This particular section will only have 1 change. Currently we have 14/15 Earth Type Xyz’s and Synchros for cohesion with Block Golem, and the optional Stardust Dragon I covered earlier.

-1 Kochi Kochi Dragon
+1 Gagaga Cowboy

Options are something we should always be maximizing on, and Cowboy’s ability to make a 1500 Attack point swing, as well as late game or In-Time burn damage is a sure winner.

The New Deck - Recap

-1 Block Golem
-2 Card Trooper
-2 Soul Taker
-1 Torrential Tribute
-1 Kochi Kochi Dragon

+2 Legendary Jujitsu Master
+1 Mind Control
+1 Heavy Storm
+1 Compulsory Evacuation Device
+1 Gagaga Cowboy

Take a look here :

All right then, Part 2: Gishki Hero Turbo

This particular deck came to be in the mind of Joe Giorlando, and it just so happens, as a HERO player myself, I’ve tested all sorts of this kind of variant before! Lets take a look at what we have to start with:

3 Evigishki Soul Ogre
3 Gishki Vision
1 Gishki Shadow
1 Elemental HERO Stratos
3 Destiny HERO Plasma
2 Destiny HERO Diamond Dude
2 Trageodia
2 Tour Guide from the Underworld
1 Sangan
1 Dark Armed Dragon
1 Gorz, the Emissary of Darkness

3 Destiny Draw
3 Trade-In
3 Miracle Fusion
2 Salvage
1 Gishki Aquamirror
1 Reinforcement of the Army
1 Allure of Darkness
3 Mystical Space Typhoon
1 Heavy Storm
1 Dark Hole
1 Monster Reborn

Where to Begin…

When looking at a new list, a good place to start is to figure out what exactly the deck is trying to do. Here we see 2 distinct archetypes, Destiny HERO and Gishki. Both of these engines in their current form for this deck are not nearly consistent enough alone, much less when trying to pair together. Jumping to the spells for a moment, we see 3 copies of both Trade-In and Destiny Draw. For Trade-In we have 6 ‘targets,’ and for Destiny Draw we have 5. Three of those monsters are the same for both spells, which creates a lot of inconsistencies and dead draws. That will be the first thing we need to fix. When working with card consistencies, there are 3 ratios I will always follow, with few exceptions [# of ways to use it versus number of copies], 3:1, 5:2, 7:3. Keep that in mind as we progress into this fix.

The Monsters

Very little will stay the same here. While attempting to maximize ‘targets’ for extra draw power like Trade-In in order to make this as turbo as possible, what actually happened was more of a consistency nightmare. Like I mentioned in the last list, trying to force an idea live will more times than not hurt more than it helps. My advice? Never sacrifice consistency. To combat this, we’re going to do a complete heart transplant.

-3 Destiny HERO Plasma
-3 Evigishki Soul Ogre
-2 Tour Guide from the Underworld
-1 Sangan
-2 Trageodia
-1 Dark Armed Dragon

What on earth have I done?! I’ve paved the way for a new focus.

+1 Destiny HERO Doom Lord
+2 Destiny HERO Malicious
+1 Destiny HERO Dasher
+2 Gishki Shadow
+1 Evigishki Gustkraken
+1 Evigishki Mind Augus
+2 Evigishki Tetroger
+2 Deep Sea Diva
+1 Genex Ally Birdman

I’ve shifted the deck to a level, and thus rank, 6 base, completely forgoing the level 8 Trade-In engine previously utilized. The 1st thing I’ve done is give us +1 Destiny Draw bait in the form of Destiny HERO Doom Lord. I particularly like Doom Lord for his uncanny ability to dispatch Xyz material from essentially any Xyz monster, as well as clear the field from anything else that may be plaguing us. Following that up, I’ve opted for the 2 copies of Destiny HERO Malicious and a lone copy of Destiny HERO Dasher. Malicious plays into 2 themes of the new build: 1 being rank 6 plays, and the other being synchro material along side Deep Sea Diva. Dasher I will get to in a moment.

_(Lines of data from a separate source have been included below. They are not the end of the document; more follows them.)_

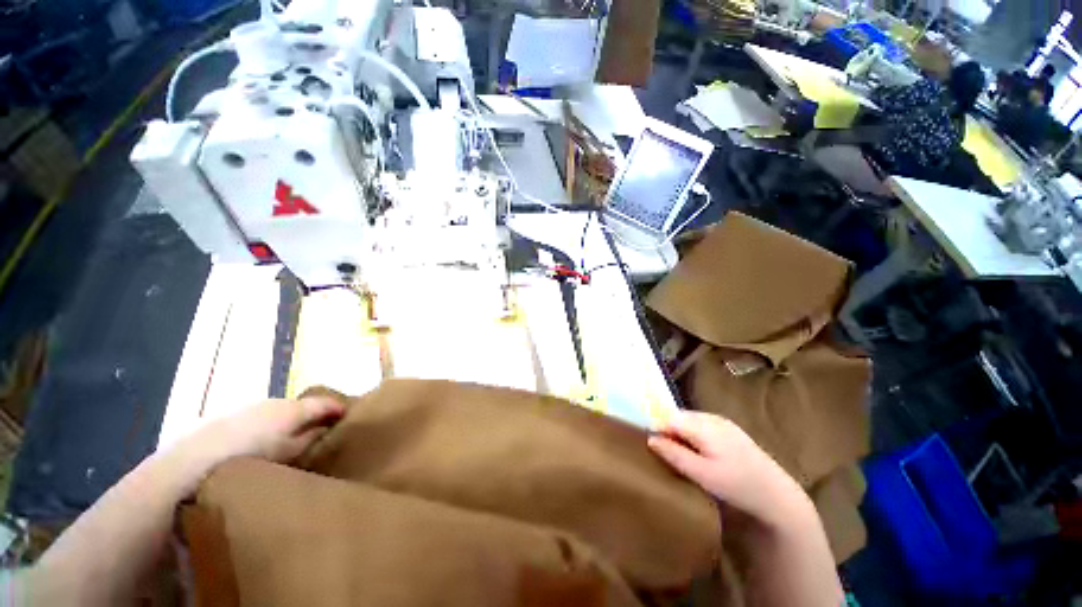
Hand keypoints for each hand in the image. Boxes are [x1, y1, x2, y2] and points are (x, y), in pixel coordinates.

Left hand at [177, 396, 345, 467]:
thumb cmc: (250, 458)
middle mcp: (276, 402)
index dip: (339, 408)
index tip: (349, 417)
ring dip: (293, 421)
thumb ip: (311, 439)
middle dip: (315, 415)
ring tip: (297, 438)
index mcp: (294, 409)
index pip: (325, 403)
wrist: (192, 462)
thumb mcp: (289, 454)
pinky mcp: (235, 416)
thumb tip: (327, 429)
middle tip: (324, 430)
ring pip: (283, 412)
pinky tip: (268, 442)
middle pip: (303, 406)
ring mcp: (253, 407)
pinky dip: (274, 425)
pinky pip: (265, 417)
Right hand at [648, 410, 806, 527]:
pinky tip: (699, 452)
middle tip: (666, 453)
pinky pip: (702, 424)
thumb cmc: (737, 486)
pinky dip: (693, 434)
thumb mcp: (702, 474)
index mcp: (704, 426)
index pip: (669, 418)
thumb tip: (651, 438)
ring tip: (680, 453)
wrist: (777, 495)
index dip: (657, 429)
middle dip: (668, 430)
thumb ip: (674, 454)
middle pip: (679, 416)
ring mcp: (722, 421)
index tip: (651, 446)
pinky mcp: (730, 428)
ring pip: (690, 420)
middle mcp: (712, 417)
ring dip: (680, 432)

The two copies of Diva are this builds copies of Tour Guide from the Underworld, fetching either the second copy of itself, or 1 of the 3 Vision Gishki. This gives us both rank 2, as well as level 4 synchro options, or coupled with Destiny HERO Malicious, level 8’s. Following Diva is a lone copy of Genex Ally Birdman. You can use Birdman to bounce the Vision Gishki tutored by Diva for its effect to be utilized either as a search, or a full tribute for the Evigishki. Also being a tuner, it opens options for level 7 synchros like Black Rose Dragon and Gungnir Dragon of the Ice Barrier.

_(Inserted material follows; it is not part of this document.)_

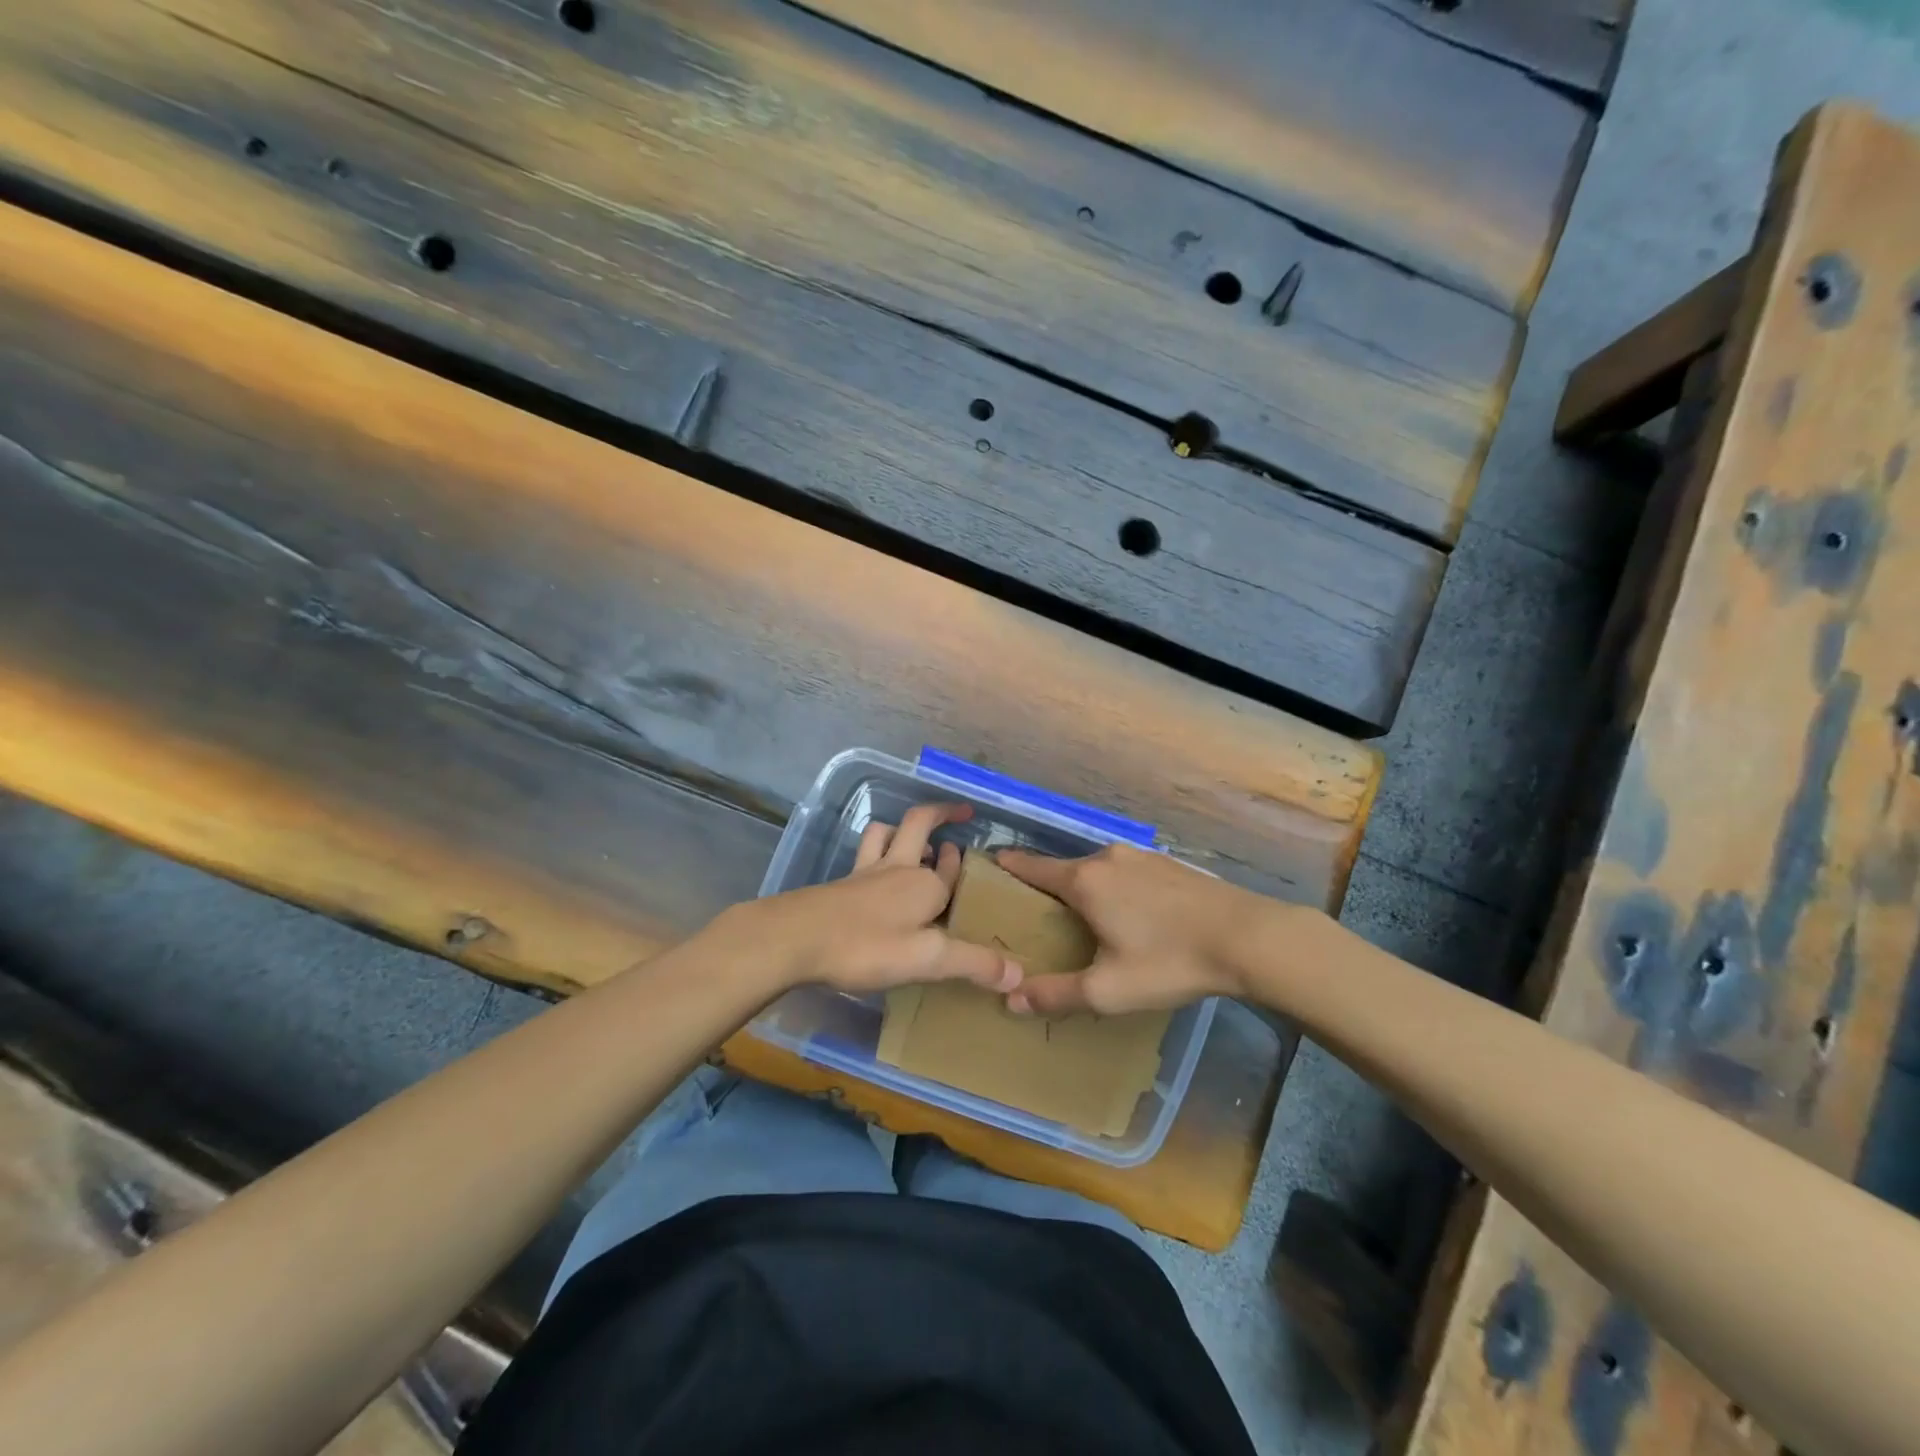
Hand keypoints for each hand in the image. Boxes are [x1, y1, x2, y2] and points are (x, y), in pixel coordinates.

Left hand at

For the Gishki, I’ve started with an additional 2 copies of Gishki Shadow in order to fetch the Gishki Aquamirror more consistently, and have more full tributes for the ritual summons. With that in place, I’ve given us a variety of options of rituals. Our first choice is the newly limited Gustkraken. Konami apparently didn’t want us abusing this Trap Dustshoot of sorts on legs. Our second choice, Mind Augus, is a Transmigration Prophecy x2.5 on summon, recycling whatever you want, disrupting an opponents graveyard set up, or a bit of both! But the main choice is Evigishki Tetroger. Aside from being a beater, he boasts an effect that either forces a select mill, which can be something like Aquamirror to recycle right back or Malicious to set up an instant rank 6. If your oppinent doesn’t like the sound of that, you put them in a position where they must discard to ‘Effect Veiler’ it. Either way it’s good for you. Also pairing well with Tetroger is the copy of Destiny HERO Dasher. Unlike the first 2 Evigishki, Tertroger does not need to be ritual summoned in order to utilize his effect, allowing Dasher to bring him to the field for free!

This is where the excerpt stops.